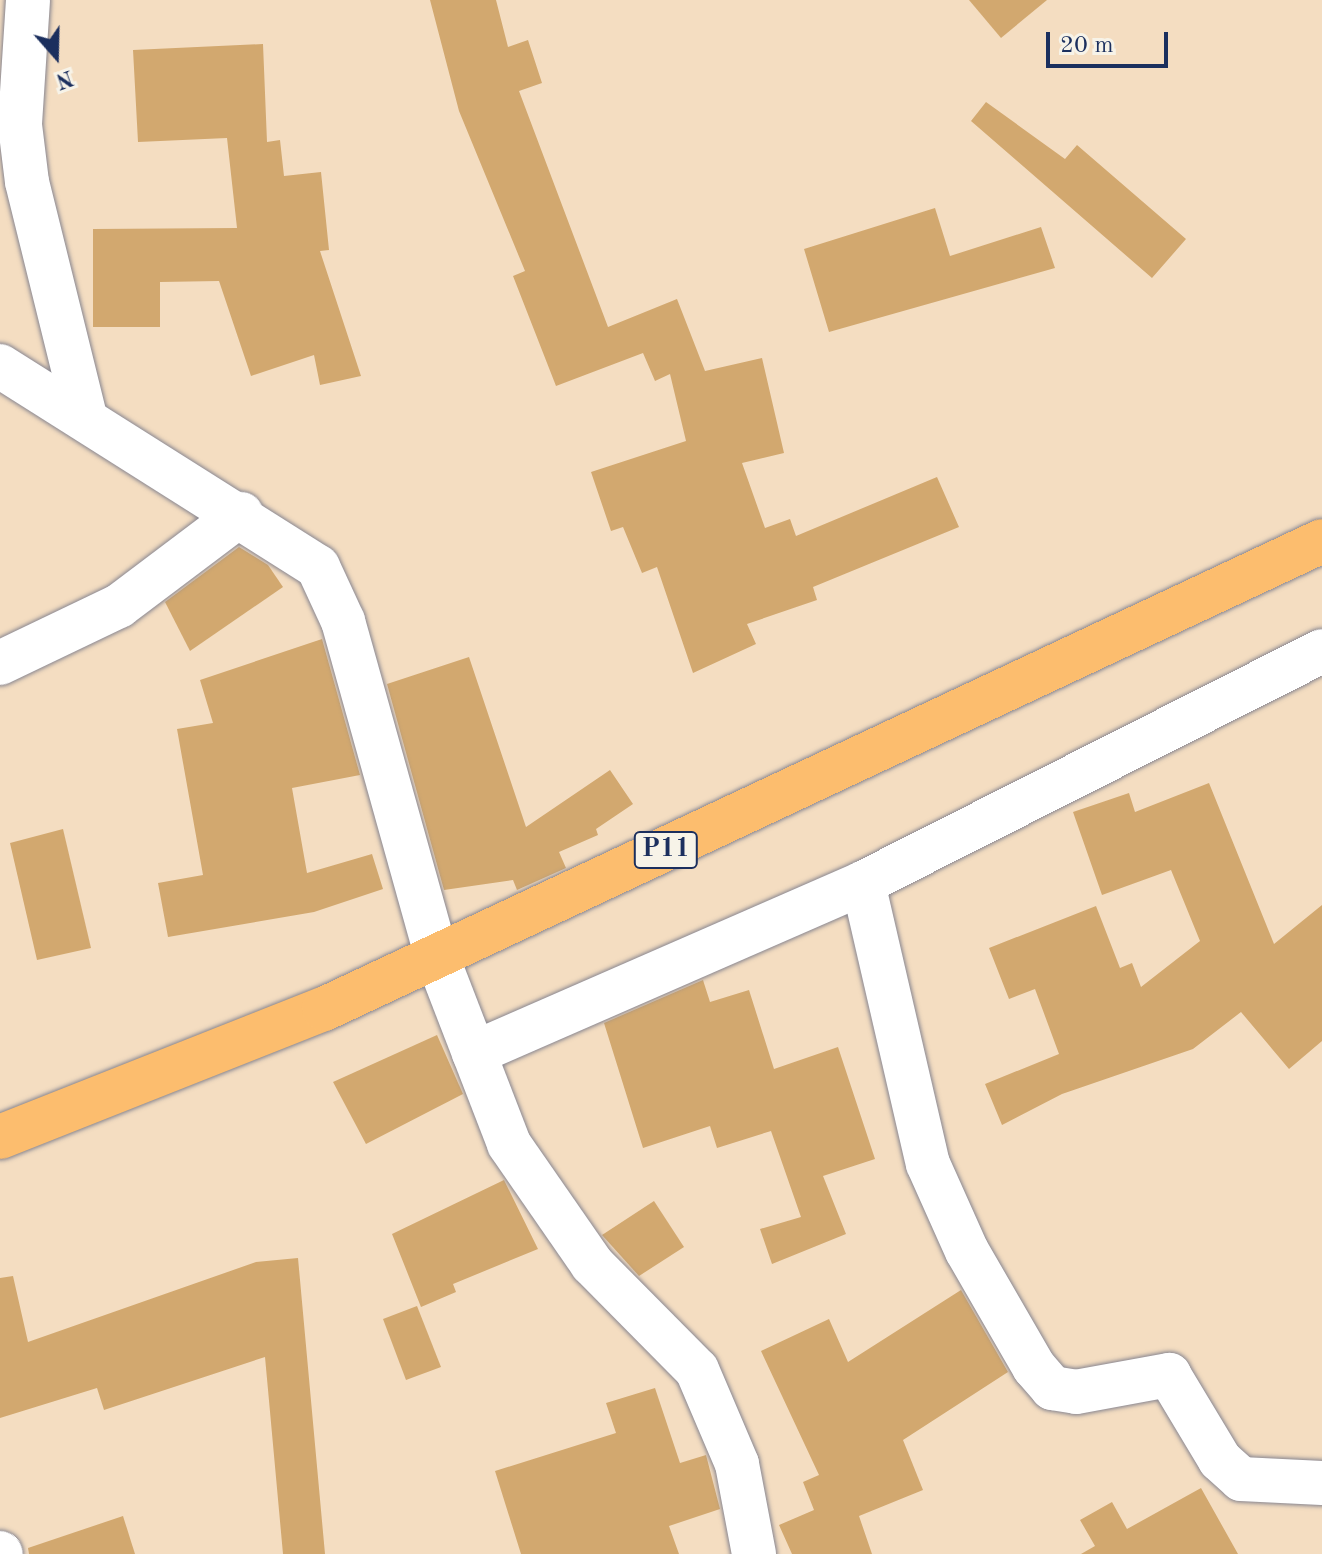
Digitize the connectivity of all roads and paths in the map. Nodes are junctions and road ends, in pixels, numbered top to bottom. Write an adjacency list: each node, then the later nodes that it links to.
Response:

____

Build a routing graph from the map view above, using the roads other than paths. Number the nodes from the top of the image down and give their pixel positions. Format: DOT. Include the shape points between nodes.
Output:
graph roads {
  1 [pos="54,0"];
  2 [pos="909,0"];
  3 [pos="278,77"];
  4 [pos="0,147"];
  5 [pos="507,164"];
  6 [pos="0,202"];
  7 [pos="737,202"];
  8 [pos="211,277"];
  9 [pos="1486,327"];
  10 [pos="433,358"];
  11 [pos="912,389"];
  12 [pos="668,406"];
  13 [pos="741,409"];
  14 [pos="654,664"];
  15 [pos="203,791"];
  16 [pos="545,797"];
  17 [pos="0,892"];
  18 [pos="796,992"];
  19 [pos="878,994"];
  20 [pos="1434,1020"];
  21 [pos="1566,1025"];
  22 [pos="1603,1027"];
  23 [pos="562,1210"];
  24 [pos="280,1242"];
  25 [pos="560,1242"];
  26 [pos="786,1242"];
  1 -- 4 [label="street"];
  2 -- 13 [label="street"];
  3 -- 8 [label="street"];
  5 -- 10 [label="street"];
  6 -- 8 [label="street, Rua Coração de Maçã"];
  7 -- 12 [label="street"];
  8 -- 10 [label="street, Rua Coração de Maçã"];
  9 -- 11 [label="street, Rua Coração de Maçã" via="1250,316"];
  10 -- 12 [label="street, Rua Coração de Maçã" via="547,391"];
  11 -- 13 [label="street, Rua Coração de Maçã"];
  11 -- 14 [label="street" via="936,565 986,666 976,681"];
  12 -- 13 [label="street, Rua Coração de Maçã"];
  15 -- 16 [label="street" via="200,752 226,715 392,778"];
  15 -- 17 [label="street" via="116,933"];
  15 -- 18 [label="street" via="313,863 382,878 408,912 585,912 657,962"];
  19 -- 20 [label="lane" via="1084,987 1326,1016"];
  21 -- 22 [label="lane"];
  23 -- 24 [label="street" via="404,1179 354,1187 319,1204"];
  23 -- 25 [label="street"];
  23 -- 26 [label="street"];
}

____

When a line of the records includes "nodes", that line belongs in the answer.

◆ **Answer section**
Digitize the connectivity of all roads and paths in the map. Nodes are junctions and road ends, in pixels, numbered top to bottom. Write an adjacency list: each node, then the later nodes that it links to.
Build a routing graph from the map view above, using the roads other than paths. Number the nodes from the top of the image down and give their pixel positions. Format: DOT. Include the shape points between nodes.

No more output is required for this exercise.